● WORK ORDER: Please return every line of the material verbatim and skip any images.

● RECORDS PROVIDED:
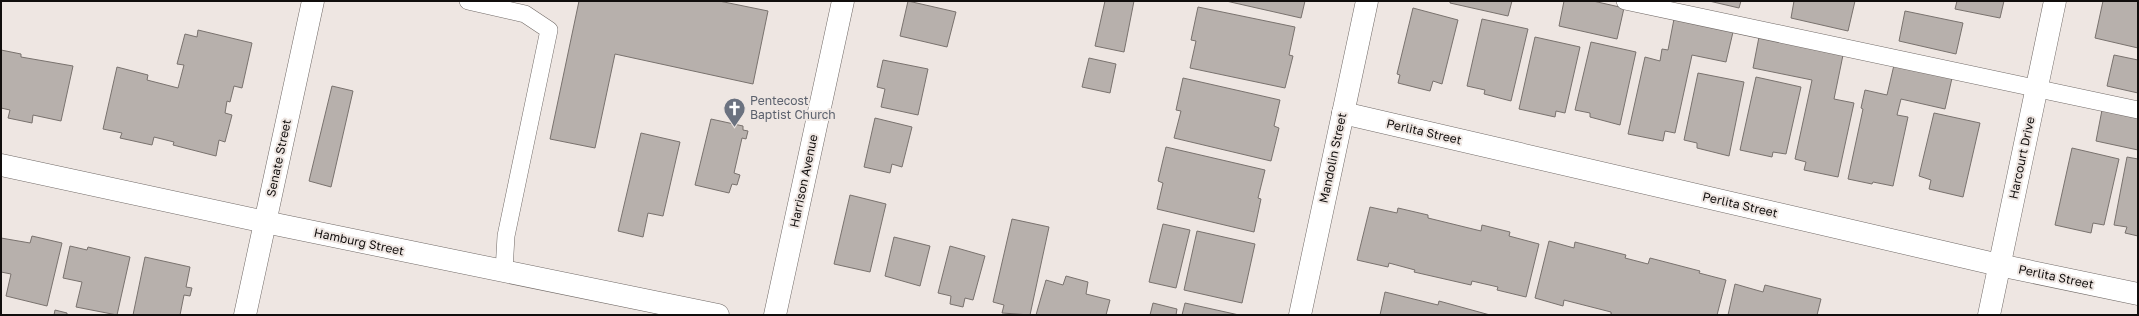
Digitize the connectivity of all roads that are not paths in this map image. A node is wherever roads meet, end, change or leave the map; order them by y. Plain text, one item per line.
1 (313, 1) edge
2 (468, 1) edge
3 (843, 1) edge
4 (1366, 1) edge
5 (1625, 1) edge
6 (2055, 1) edge
7 (2037, 88) junction
8 (2138, 110) edge
9 (1343, 113) junction
10 (1, 165) edge
11 (265, 222) junction
12 (1999, 265) junction
13 (504, 271) junction
14 (2138, 294) edge
15 (245, 315) edge
16 (718, 315) edge
17 (776, 315) edge
18 (1300, 315) edge
19 (1989, 315) edge

1 - 11 street, Senate Street
2 - 13 lane
3 - 17 street, Harrison Avenue
4 - 9 street, Mandolin Street
5 - 7 lane
6 - 7 street, Harcourt Drive
7 - 8 lane
7 - 12 street, Harcourt Drive
9 - 12 street, Perlita Street
9 - 18 street, Mandolin Street
10 - 11 street, Hamburg Street
11 - 13 street, Hamburg Street
11 - 15 street, Senate Street
12 - 14 street, Perlita Street
12 - 19 street, Harcourt Drive
13 - 16 street, Hamburg Street

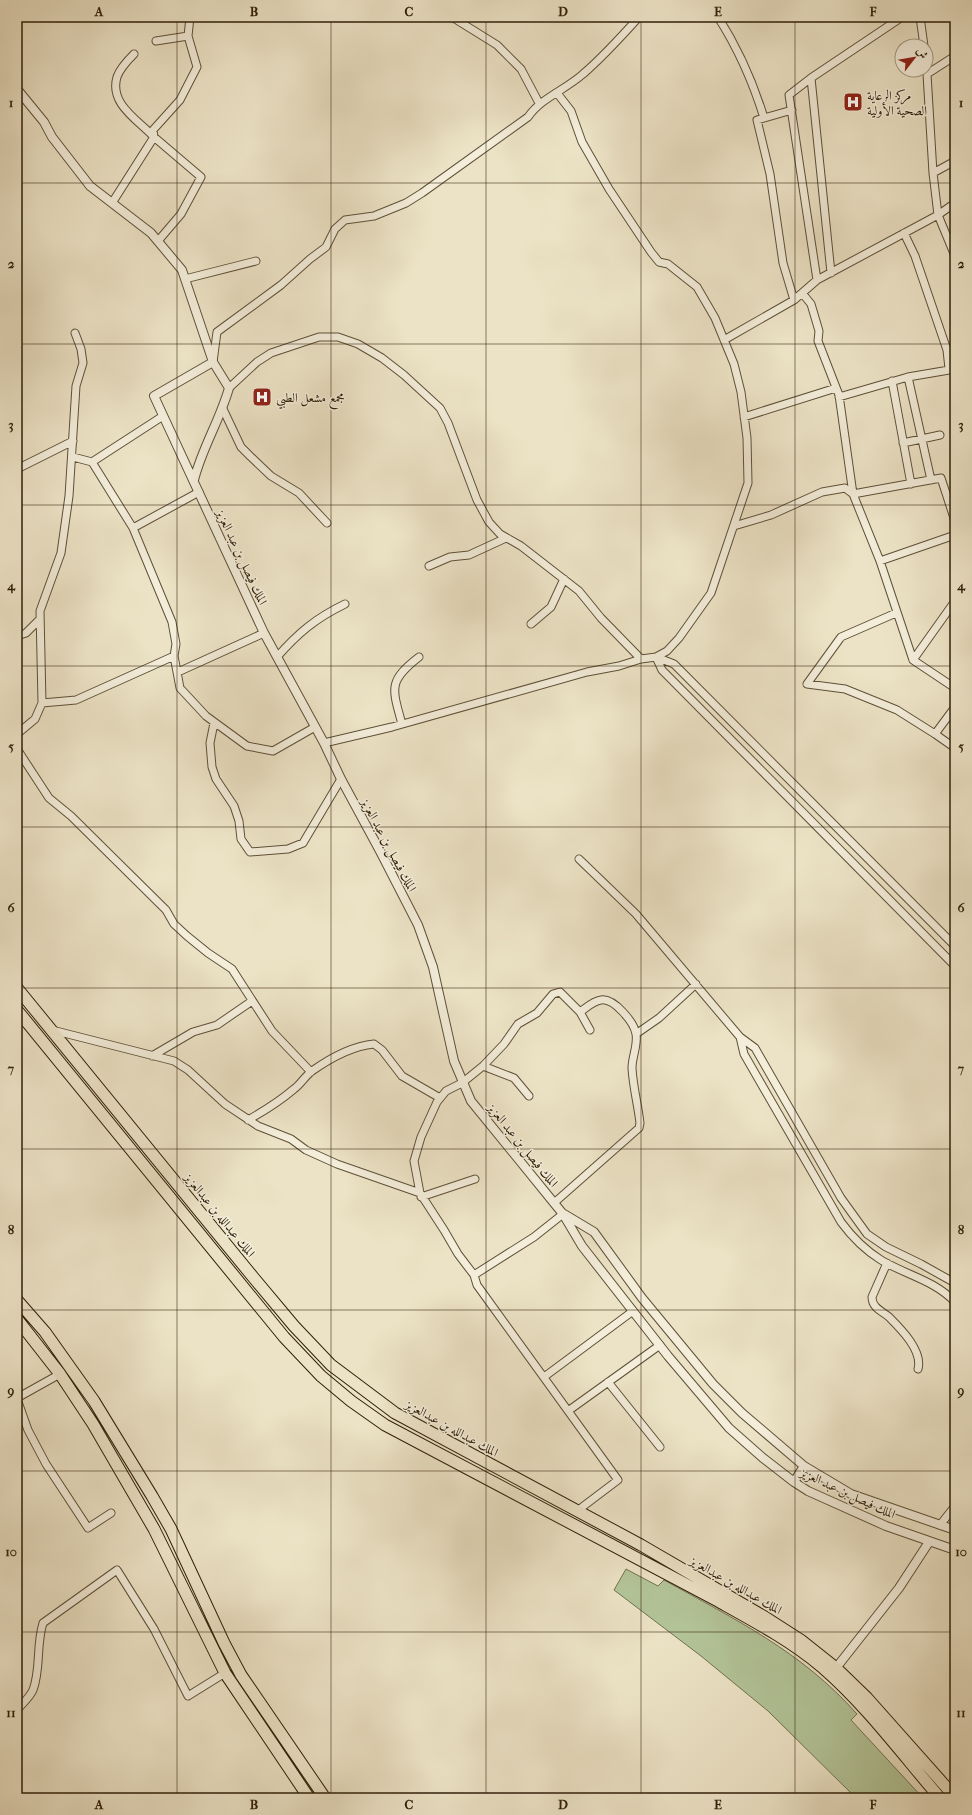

● TASK RESPONSE:
Digitize the connectivity of all roads that are not paths in this map image. A node is wherever roads meet, end, change or leave the map; order them by y. Plain text, one item per line.
1 (313, 1) edge
2 (468, 1) edge
3 (843, 1) edge
4 (1366, 1) edge
5 (1625, 1) edge
6 (2055, 1) edge
7 (2037, 88) junction
8 (2138, 110) edge
9 (1343, 113) junction
10 (1, 165) edge
11 (265, 222) junction
12 (1999, 265) junction
13 (504, 271) junction
14 (2138, 294) edge
15 (245, 315) edge
16 (718, 315) edge
17 (776, 315) edge
18 (1300, 315) edge
19 (1989, 315) edge

1 - 11 street, Senate Street
2 - 13 lane
3 - 17 street, Harrison Avenue
4 - 9 street, Mandolin Street
5 - 7 lane
6 - 7 street, Harcourt Drive
7 - 8 lane
7 - 12 street, Harcourt Drive
9 - 12 street, Perlita Street
9 - 18 street, Mandolin Street
10 - 11 street, Hamburg Street
11 - 13 street, Hamburg Street
11 - 15 street, Senate Street
12 - 14 street, Perlita Street
12 - 19 street, Harcourt Drive
13 - 16 street, Hamburg Street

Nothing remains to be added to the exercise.